La religión puede tenerse, en parte, por un intento de conciliar lo personal con lo impersonal reduciendo, ya que no eliminando, lo segundo. (El budismo es una excepción). Los procesos físicos, las fuerzas anónimas y los acontecimientos improbables se transforman en actos personales, agentes omniscientes y oscuros presagios. Todo ello, sin excluir ese potencialmente captable y presuntamente existente «significado de todo», se entiende como parte de una historia de acción.

(Como me resulta imposible creer en tales fábulas, siempre me he preguntado por la posibilidad de una protorreligión que fuera aceptable para los ateos y los agnósticos. Me refiero a una «religión» sin dogmas ni historias de ninguna clase y que, pese a ello, posea algún rasgo del pasmo y el asombro que son esenciales y al mismo tiempo permita un margen de serenidad. Lo más atractivo que se me ha ocurrido es la religión «Sí», que responde a la complejidad, belleza y misterio del mundo con una sencilla afirmación que es también de aceptación, «Sí», y cuya única plegaria consiste en una sola palabra, «Sí». Esta religión minimalista del «Sí» es coherente con religiones más complejas —una excepción sería la religión «Noo»— con una ética no religiosa y con una tendencia liberadora, mediatizada por nosotros mismos, hacia la vida y sus historias. Además, cuadra muy bien con una perspectiva científica y con la idea de que la certeza de la incertidumbre es la única que podemos esperar).

Las ciencias físicas adoptan ante las historias la actitud opuesta. Muchas afirmaciones suyas pueden verse como un intento de reducir, ya que no eliminar, lo personal. De nuestros sentimientos, actitudes, éxitos y fracasos más íntimos se dice que sólo son consecuencias de una generalización psicosocioeconomobiofisicoquímica, incluso de nuestro yo y su conciencia de «yoidad» se dice que es una especie de cómico espejismo que surge de las necesidades biológicas de los organismos y de los abismos insondables del cerebro.

En última instancia, el abismo entre historias y estadísticas, y quizá entre religión y ciencia, podría ser un aspecto del problema mente-cuerpo, es decir, de la relación entre conciencia y materia, un enigma cuyas múltiples soluciones, disoluciones y tozudas reapariciones no tengo ganas de enumerar. Sean cuales fueren nuestros sentimientos religiosos (o su ausencia) y nuestras convicciones científicas, las historias religiosas y los enunciados científicos/estadísticos pueden coexistir en sus dominios incompatibles a condición de no ceder a los vulgares, universales y destructivos intentos de reducir el uno al otro. Hay abismos que, si alguna vez se cruzan, es preferible que sea mediante pasarelas individuales.

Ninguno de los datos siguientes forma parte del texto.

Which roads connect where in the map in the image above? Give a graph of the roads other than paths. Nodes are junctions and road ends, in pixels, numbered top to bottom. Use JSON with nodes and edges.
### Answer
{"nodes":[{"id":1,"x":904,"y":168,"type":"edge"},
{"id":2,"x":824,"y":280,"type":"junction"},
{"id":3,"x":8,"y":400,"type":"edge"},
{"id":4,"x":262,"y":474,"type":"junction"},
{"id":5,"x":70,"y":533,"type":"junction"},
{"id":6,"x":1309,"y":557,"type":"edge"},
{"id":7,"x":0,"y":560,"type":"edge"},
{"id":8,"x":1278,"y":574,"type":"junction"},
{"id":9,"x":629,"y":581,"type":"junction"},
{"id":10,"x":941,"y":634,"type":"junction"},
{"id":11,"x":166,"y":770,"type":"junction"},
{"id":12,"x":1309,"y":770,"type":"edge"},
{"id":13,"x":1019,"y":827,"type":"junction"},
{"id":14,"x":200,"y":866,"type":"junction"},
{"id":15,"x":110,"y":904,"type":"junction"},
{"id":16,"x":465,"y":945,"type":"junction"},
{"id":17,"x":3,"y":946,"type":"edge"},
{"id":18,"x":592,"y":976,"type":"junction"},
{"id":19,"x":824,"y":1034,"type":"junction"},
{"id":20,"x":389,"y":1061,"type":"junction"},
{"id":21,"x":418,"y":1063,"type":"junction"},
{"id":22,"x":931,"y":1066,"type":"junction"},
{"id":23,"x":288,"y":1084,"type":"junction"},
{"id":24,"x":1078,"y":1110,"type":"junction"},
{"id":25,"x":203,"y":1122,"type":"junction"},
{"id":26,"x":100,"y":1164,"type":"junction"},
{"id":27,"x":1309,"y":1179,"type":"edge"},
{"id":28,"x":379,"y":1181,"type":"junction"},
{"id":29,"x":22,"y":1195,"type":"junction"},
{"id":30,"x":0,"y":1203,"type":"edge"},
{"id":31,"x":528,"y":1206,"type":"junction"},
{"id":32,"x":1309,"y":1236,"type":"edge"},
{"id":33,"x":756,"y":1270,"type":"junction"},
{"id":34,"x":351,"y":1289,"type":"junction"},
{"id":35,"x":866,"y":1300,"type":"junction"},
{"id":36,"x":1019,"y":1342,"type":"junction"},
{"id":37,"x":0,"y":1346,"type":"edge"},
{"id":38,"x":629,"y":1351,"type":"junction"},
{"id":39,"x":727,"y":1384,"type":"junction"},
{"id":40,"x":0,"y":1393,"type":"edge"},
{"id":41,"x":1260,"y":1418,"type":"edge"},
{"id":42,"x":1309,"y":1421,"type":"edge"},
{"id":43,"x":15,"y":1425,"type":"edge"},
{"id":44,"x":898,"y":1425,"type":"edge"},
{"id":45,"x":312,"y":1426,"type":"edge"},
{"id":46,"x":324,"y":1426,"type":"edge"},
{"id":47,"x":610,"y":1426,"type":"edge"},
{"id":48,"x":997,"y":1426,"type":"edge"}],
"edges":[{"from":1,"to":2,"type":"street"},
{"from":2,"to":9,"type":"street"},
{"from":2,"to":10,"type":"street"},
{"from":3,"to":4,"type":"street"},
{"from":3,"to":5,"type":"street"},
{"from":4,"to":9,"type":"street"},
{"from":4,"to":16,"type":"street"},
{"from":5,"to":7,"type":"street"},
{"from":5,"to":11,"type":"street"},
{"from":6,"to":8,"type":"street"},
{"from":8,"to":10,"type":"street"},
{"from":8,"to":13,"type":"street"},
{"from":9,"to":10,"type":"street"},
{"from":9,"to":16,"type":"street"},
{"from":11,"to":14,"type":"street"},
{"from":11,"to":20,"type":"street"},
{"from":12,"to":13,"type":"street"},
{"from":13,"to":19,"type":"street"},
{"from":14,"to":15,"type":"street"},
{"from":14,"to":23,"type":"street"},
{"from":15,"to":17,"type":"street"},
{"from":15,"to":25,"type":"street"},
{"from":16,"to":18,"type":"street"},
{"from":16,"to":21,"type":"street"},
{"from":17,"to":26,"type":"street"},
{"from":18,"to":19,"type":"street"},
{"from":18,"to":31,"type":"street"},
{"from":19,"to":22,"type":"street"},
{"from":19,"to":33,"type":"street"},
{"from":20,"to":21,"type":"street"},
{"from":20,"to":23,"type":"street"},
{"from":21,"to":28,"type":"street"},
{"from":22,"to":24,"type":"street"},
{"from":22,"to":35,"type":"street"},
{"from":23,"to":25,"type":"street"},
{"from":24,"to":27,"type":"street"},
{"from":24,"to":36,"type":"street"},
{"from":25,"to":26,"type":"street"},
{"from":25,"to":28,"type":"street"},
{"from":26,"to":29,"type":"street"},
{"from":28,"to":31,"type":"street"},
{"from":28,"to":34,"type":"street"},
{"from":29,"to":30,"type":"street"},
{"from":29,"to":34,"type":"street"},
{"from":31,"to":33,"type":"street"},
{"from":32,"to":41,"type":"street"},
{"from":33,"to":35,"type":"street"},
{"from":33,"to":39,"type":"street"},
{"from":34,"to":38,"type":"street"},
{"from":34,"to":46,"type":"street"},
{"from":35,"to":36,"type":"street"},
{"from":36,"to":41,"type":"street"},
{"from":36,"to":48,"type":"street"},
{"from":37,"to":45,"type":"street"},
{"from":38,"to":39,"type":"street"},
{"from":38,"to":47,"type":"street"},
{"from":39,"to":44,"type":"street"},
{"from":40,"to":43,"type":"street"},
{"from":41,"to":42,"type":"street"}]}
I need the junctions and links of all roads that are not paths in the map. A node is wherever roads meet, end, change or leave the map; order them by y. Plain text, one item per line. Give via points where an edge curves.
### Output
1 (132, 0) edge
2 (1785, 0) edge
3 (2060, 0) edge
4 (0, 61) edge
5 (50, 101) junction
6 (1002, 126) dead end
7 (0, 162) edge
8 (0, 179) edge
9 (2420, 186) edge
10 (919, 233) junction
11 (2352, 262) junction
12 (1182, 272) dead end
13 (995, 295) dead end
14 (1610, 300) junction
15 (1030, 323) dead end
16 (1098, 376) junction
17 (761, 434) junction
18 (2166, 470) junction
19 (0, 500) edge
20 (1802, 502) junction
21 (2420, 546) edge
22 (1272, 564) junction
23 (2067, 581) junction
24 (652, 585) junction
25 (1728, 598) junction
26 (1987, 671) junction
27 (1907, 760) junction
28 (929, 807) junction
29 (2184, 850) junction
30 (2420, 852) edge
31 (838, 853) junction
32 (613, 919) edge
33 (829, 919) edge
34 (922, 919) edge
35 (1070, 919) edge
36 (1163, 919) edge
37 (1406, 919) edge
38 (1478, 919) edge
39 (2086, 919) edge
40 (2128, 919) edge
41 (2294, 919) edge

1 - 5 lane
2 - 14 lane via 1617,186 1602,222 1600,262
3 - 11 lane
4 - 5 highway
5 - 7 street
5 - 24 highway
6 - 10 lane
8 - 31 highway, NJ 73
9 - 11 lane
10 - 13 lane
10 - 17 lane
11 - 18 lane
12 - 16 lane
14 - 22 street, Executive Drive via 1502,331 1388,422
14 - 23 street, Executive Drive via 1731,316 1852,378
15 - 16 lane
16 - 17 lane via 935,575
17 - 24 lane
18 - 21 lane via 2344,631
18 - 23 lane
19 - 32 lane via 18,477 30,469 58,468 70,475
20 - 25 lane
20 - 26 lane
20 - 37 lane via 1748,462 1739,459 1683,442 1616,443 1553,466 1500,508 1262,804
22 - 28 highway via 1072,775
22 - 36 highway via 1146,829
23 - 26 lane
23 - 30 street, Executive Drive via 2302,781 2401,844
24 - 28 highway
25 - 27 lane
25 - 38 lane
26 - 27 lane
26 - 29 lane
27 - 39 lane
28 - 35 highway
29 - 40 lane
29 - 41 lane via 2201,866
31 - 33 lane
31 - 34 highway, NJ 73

Siempre y cuando podamos pasamos sin pruebas ni comprobaciones empíricas, la complejidad del mundo da para una pluralidad de religiones. Al otro lado de nuestro horizonte colectivo de complejidad hay espacio imaginativo de sobra para toda clase de mitos de la creación, epopeyas semihistóricas, historias del más allá, y para las tradiciones y susceptibilidades éticas que crecen a su alrededor. En algunos casos podría hacer falta una especie de compartimentación intelectual, para aceptar a la vez la ciencia y la religión, pero en un radio de acción más restringido, este doble enfoque se necesita también en la vida diaria, donde barajamos visiones de nosotros mismos en primera y tercera personas.

Un problema sin resolver y de importancia creciente es cómo mantener un lugar donde el individuo esté a salvo de las estridentes demandas de la religión, la sociedad e incluso la ciencia. La solución, sin duda, pasará por la sencilla y pragmática aceptación de la necesidad de las historias, de las estadísticas y de su nexo, es decir, el individuo que las usa y es moldeado por ellas. De alguna manera, el vacío entre las historias y las estadísticas tenemos que llenarlo nosotros mismos.